L’augmentation du nombre de randonneurs démontre le besoin de retour à la nature, et plus encore depuis la crise sanitaire. C’est en raison même de cette augmentation que nous devons protéger notre nature et faire respecter le droit à la propriété privée. Par une dialectique bien pensée, vous liez la sensibilisation de nos concitoyens à la nature à son contact avec elle. Le néophyte peut certes s’éduquer par lui-même, mais rares sont les autodidactes de talent. Le randonneur peut se mettre en danger en empruntant des sentiers poreux et instables, perturber la reproduction d’un animal endémique menacé, se promener dans une aire de chasse, abîmer des récoltes. Plus de 227 000 kilomètres de chemins balisés et sécurisés en France paraissent suffisants pour se délecter en toute sécurité de la diversité de nos innombrables paysages. Pour sensibiliser à la nature, nous prônons une approche responsable telle celle du parc national des Écrins, dont les agents organisent des temps d’explications et d’échanges avec les touristes et les randonneurs.

Les parcelles agricoles ne sont pas des terrains de jeu, les propriétés rurales et forestières ne sont pas des lieux de divagation. C’est pourquoi, afin de préserver le respect du droit de propriété, le groupe Renaissance votera contre cette proposition de loi.

Mme Mathilde Paris (RN). La propriété est un droit fondamental et un acquis de la Révolution française, consacré par notre texte suprême, la Constitution. L’article 17 de la Déclaration des droits de l’homme et du citoyen, du 26 août 1789, dispose : « La propriété étant un droit inviolable et sacré, nul ne peut en être privé, si ce n’est lorsque la nécessité publique, légalement constatée, l’exige évidemment, et sous la condition d’une juste et préalable indemnité. » Tirant sa légitimité de ces deux textes fondateurs, la loi adoptée en février 2023 a créé une contravention de quatrième classe pour sanctionner le non-respect de la propriété privée, et plus particulièrement toute pénétration sans autorisation dans la propriété rurale ou forestière d’autrui, dès lors qu’elle peut être identifiée comme telle. Dans sa version initiale, le texte prévoyait même une contravention de cinquième classe.

Le désengrillagement de nos espaces naturels ne peut être réalisé sans que la contrepartie du respect de la propriété privée soit garantie.

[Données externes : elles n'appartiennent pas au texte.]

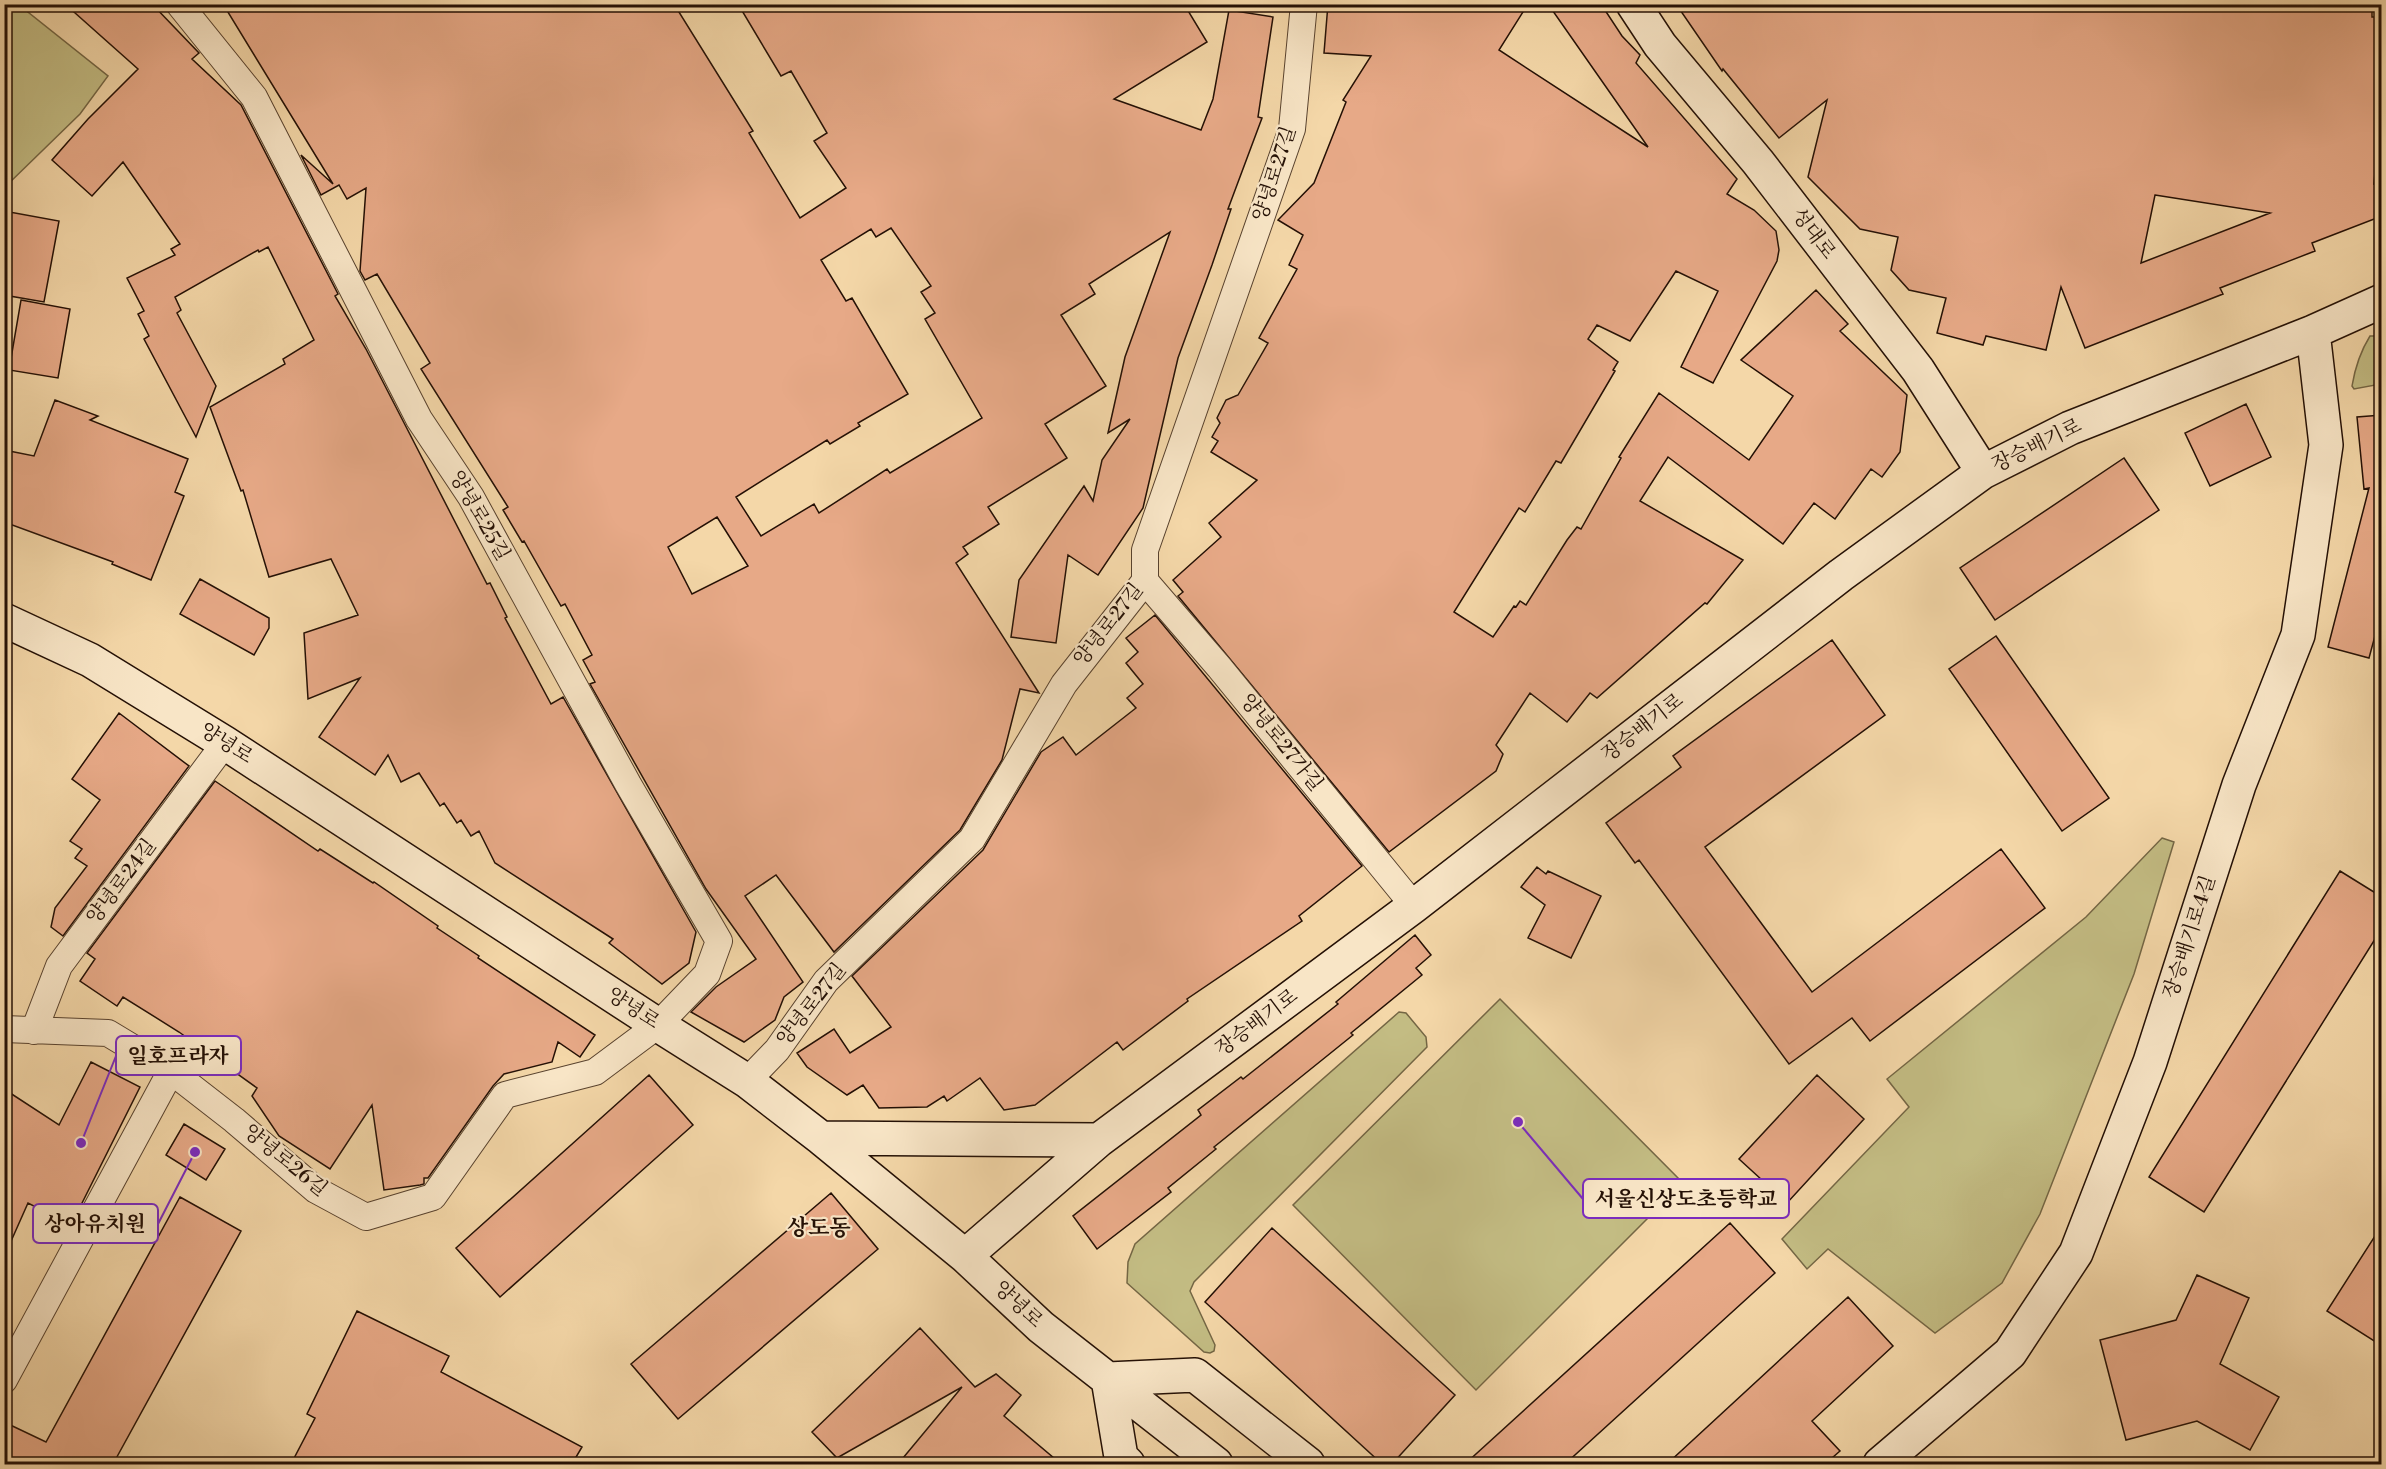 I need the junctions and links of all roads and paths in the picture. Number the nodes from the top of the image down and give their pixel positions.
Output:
1 (179, 4) edge
2 (1304, 4) edge
3 (1633, 4) edge
4 (2382, 302) edge
5 (2313, 332) junction
6 (1983, 472) junction
7 (1145, 581) junction
8 (4, 620) edge
9 (225, 743) junction
10 (1414, 906) junction
11 (658, 1025) junction
12 (4, 1029) edge
13 (34, 1031) junction
14 (171, 1071) junction
15 (747, 1081) junction
16 (821, 1138) junction
17 (1099, 1140) junction
18 (965, 1256) junction
19 (1108, 1379) junction
20 (4, 1380) edge
21 (1128, 1464) edge
22 (1216, 1464) edge
23 (1308, 1464) edge
24 (1880, 1464) edge

1 - 11 street, 양녕로25길
2 - 7 street, 양녕로27길
3 - 6 main road, 성대로
4 - 5 main road, 장승배기로
5 - 6 main road, 장승배기로
5 - 24 main road, 장승배기로4길
6 - 10 main road, 장승배기로
7 - 10 street, 양녕로27가길
7 - 15 street, 양녕로27길
8 - 9 main road, 양녕로
9 - 11 main road, 양녕로
9 - 13 street, 양녕로24길
10 - 17 main road, 장승배기로
11 - 14 street, 양녕로26길
11 - 15 main road, 양녕로
12 - 13 street, 양녕로26길
13 - 14 street, 양녕로26길
14 - 20 street
15 - 16 main road, 양녕로
16 - 17 main road
16 - 18 main road, 양녕로
17 - 18 main road, 장승배기로
18 - 19 main road, 양녕로
19 - 21 main road
19 - 22 main road, 양녕로
19 - 23 main road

Avant février 2023, nul n’avait le droit de pénétrer dans la propriété d’autrui, mais les intrusions n’étaient pas sanctionnées pénalement dès lors qu’aucun dégât n’était commis, même si ladite propriété était entourée d’une clôture. Il existait donc bel et bien un vide juridique concernant la protection du droit de propriété, qu’elle soit rurale ou forestière ; la création de l’article 226-4-3 du code pénal l’a comblé. Lors des auditions menées au Sénat, aussi bien les propriétaires que les associations de promeneurs avaient d’ailleurs manifesté leur volonté de mieux protéger la propriété privée et de sanctionner le non-respect de celle-ci.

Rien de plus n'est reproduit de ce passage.